Some of the tone recalled the days when you could get a very nice bedside lamp with Top Value stamps; in the current version of Republican politics, the first test of any candidate is whether he or she subscribes to King's reliance on Judeo-Christian Family Values to pull a country of majority Christians out of its economic depths. Steve King says it better to his audience than I can:
"If we get the culture right, the economy will be right eventually.Meantime, Newt Gingrich, who has been spreading like crabgrass these days , rose to the podium with more assaults on lefties and the president. Armed with his own mathematical proofs, Newt bellowed: "There is a huge difference between Obama and the left and 80 pct. of the American people." Of course, you never know what American people Newt is hanging out with. Some observers had hoped that he he would satsifactorily explain the huge difference between supporting a no-fly zone in Libya one day and rejecting it the next.
Haley Barbour joined others in promising that tax cuts would produce jobs (unfortunately not for the armies of workers laid off because of shrinking budgets). That audience-friendly proposal is much like the first line of a classic poem without a follow-up line.
But back to values. Michele Bachmann, whose head has become a revolving turret that nails every moving object in Lib-land, told her cheering crowd: "It is the character and the values of our people - that's why I am so confident in our people in 2012".

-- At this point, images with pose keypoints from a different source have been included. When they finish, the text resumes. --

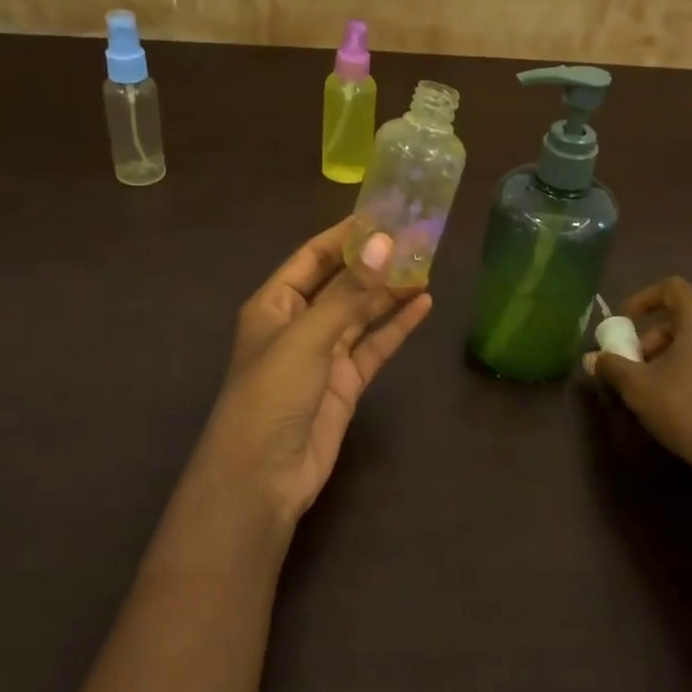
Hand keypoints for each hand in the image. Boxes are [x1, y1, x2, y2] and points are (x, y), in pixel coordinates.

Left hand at [191, 218, 432, 520]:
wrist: (263, 477)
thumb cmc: (271, 394)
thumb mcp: (308, 336)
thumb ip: (349, 292)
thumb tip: (386, 243)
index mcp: (275, 304)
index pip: (312, 258)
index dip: (345, 236)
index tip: (383, 213)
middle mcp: (299, 324)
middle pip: (342, 283)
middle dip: (376, 262)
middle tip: (418, 238)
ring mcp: (324, 355)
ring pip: (362, 313)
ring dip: (391, 292)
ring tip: (428, 266)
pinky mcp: (346, 383)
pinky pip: (375, 346)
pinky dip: (397, 327)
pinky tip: (424, 305)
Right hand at [585, 276, 691, 510]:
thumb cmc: (689, 410)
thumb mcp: (639, 388)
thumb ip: (613, 366)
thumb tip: (592, 360)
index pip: (671, 288)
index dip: (642, 300)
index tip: (624, 323)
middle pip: (688, 314)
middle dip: (657, 334)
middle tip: (637, 362)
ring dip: (678, 351)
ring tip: (660, 383)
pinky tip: (690, 398)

That is a summary of what we can expect for nearly two years. I confess that I'm never sure what values these people are talking about. But I promise to let you know after I turn on the Top Value bedside lamp and open a book. The lamp is now in the realm of heirlooms. Can't say that the giant leap for mankind in Des Moines produced anything of that lasting value
PS. Oops. Did I forget to mention prexy hopeful Herman Cain's economic dialectic? Or John Bolton's hawkish remedies for Iran? You didn't miss a thing.